Dataset entries:
********************
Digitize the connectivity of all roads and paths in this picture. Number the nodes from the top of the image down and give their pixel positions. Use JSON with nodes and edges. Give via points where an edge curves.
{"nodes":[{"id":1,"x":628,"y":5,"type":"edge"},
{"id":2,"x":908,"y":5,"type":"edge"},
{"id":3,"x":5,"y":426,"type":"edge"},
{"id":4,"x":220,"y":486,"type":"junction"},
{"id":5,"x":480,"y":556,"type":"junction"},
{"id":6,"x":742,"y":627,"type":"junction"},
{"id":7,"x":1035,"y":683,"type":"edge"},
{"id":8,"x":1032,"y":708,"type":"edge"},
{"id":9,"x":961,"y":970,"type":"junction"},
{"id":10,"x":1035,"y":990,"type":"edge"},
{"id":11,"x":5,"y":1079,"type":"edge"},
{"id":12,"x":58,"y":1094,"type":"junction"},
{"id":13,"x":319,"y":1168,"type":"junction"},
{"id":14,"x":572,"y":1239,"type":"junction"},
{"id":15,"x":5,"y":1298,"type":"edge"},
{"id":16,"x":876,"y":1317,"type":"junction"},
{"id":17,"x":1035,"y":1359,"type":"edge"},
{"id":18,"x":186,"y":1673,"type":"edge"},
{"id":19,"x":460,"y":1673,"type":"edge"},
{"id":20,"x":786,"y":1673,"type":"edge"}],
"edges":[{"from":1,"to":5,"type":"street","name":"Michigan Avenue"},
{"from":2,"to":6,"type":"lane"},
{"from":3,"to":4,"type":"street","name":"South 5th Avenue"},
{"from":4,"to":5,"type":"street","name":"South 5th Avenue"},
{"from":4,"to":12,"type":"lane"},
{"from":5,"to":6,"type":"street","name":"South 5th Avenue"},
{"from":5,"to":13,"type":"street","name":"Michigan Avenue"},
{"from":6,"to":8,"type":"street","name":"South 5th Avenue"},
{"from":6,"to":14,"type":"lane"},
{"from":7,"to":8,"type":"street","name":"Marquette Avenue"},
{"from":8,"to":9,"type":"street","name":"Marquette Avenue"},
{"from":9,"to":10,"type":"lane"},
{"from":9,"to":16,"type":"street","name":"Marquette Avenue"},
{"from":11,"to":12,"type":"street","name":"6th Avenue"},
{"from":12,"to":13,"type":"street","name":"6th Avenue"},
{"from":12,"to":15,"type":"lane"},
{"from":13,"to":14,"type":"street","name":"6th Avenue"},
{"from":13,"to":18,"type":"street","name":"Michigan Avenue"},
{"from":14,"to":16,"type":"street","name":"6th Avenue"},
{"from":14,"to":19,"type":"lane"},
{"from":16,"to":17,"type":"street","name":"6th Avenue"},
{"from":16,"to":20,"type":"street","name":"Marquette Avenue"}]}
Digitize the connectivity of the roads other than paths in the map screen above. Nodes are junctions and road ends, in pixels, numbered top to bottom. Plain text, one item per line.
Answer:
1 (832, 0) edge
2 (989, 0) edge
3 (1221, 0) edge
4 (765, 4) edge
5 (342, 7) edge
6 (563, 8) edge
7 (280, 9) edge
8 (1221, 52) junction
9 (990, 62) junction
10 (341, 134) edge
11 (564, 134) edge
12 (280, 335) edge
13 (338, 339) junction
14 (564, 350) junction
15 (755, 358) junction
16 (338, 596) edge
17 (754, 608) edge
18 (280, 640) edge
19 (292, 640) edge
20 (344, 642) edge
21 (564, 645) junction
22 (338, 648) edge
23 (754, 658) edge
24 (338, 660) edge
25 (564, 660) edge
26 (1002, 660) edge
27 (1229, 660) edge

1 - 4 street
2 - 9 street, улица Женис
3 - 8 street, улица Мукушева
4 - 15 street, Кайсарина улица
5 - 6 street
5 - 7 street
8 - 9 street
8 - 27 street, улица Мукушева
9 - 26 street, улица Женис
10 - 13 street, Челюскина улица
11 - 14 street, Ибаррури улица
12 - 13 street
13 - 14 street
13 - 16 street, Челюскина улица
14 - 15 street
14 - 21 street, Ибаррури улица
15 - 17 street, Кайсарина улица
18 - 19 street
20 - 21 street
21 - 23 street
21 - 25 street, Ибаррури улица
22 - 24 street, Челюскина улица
********************
> _TASK OBJECTIVE_
Repeat all the data, every line exactly.

> _ANSWER SPACE_
Digitize the connectivity of all roads and paths in this picture. Number the nodes from the top of the image down and give their pixel positions. Use JSON with nodes and edges. Give via points where an edge curves.
{"nodes":[{"id":1,"x":628,"y":5,"type":"edge"},
{"id":2,"x":908,"y":5,"type":"edge"},
{"id":3,"x":5,"y":426,"type":"edge"},
{"id":4,"x":220,"y":486,"type":"junction"},
{"id":5,"x":480,"y":556,"type":"junction"},
{"id":6,"x":742,"y":627,"type":"junction"},
{"id":7,"x":1035,"y":683,"type":"edge"},
{"id":8,"x":1032,"y":708,"type":"edge"},
{"id":9,"x":961,"y":970,"type":"junction"},
{"id":10,"x":1035,"y":990,"type":"edge"},
{"id":11,"x":5,"y":1079,"type":"edge"},
{"id":12,"x":58,"y":1094,"type":"junction"},
{"id":13,"x":319,"y":1168,"type":"junction"},
{"id":14,"x":572,"y":1239,"type":"junction"},
{"id":15,"x":5,"y":1298,"type":"edge"},
{"id":16,"x":876,"y":1317,"type":"junction"},
{"id":17,"x":1035,"y":1359,"type":"edge"},
{"id":18,"x":186,"y":1673,"type":"edge"},
{"id":19,"x":460,"y":1673,"type":"edge"},
{"id":20,"x":786,"y":1673,"type":"edge"}],
"edges":[{"from":1,"to":5,"type":"street","name":"Michigan Avenue"},
{"from":2,"to":6,"type":"lane"},
{"from":3,"to":4,"type":"street","name":"South 5th Avenue"},
{"from":4,"to":5,"type":"street","name":"South 5th Avenue"},
{"from":4,"to":12,"type":"lane"},
{"from":5,"to":6,"type":"street","name":"South 5th Avenue"},
{"from":5,"to":13,"type":"street","name":"Michigan Avenue"},
{"from":6,"to":8,"type":"street","name":"South 5th Avenue"},
{"from":6,"to":14,"type":"lane"},
{"from":7,"to":8,"type":"street","name":"Marquette Avenue"},
{"from":8,"to":9,"type":"street","name":"Marquette Avenue"},
{"from":9,"to":10,"type":"lane"},
{"from":9,"to":16,"type":"street","name":"Marquette Avenue"},
{"from":11,"to":12,"type":"street","name":"6th Avenue"},
{"from":12,"to":13,"type":"street","name":"6th Avenue"},
{"from":12,"to":15,"type":"lane"},
{"from":13,"to":14,"type":"street","name":"6th Avenue"},
{"from":13,"to":18,"type":"street","name":"Michigan Avenue"},
{"from":14,"to":16,"type":"street","name":"6th Avenue"},
{"from":14,"to":19,"type":"lane"},
{"from":16,"to":17,"type":"street","name":"6th Avenue"},
{"from":16,"to":20,"type":"street","name":"Marquette Avenue"}]}
Digitize the connectivity of the roads other than paths in the map screen above. Nodes are junctions and road ends, in pixels, numbered top to bottom. Plain text, one item per line.
Answer:
1 (832, 0) edge
2 (989, 0) edge
3 (1221, 0) edge
4 (765, 4) edge
5 (342, 7) edge
6 (563, 8) edge
7 (280, 9) edge
8 (1221, 52) junction
9 (990, 62) junction
10 (341, 134) edge
11 (564, 134) edge
12 (280, 335) edge
13 (338, 339) junction
14 (564, 350) junction
15 (755, 358) junction
16 (338, 596) edge
17 (754, 608) edge
18 (280, 640) edge
19 (292, 640) edge
20 (344, 642) edge
21 (564, 645) junction
22 (338, 648) edge
23 (754, 658) edge
24 (338, 660) edge
25 (564, 660) edge
26 (1002, 660) edge
27 (1229, 660) edge

1 - 4 street
2 - 9 street, улица Женис
3 - 8 street, улица Мукушева
4 - 15 street, Кайсарина улица
5 - 6 street
5 - 7 street
8 - 9 street
8 - 27 street, улица Мукушева
9 - 26 street, улица Женис
10 - 13 street, Челюскина улица
11 - 14 street, Ибаррури улица
12 - 13 street
13 - 14 street
13 - 16 street, Челюскина улица
14 - 15 street
14 - 21 street, Ибаррури улица
15 - 17 street, Кайсарина улица
18 - 19 street
20 - 21 street
21 - 23 street
21 - 25 street, Ибаррури улица
22 - 24 street, Челюскина улица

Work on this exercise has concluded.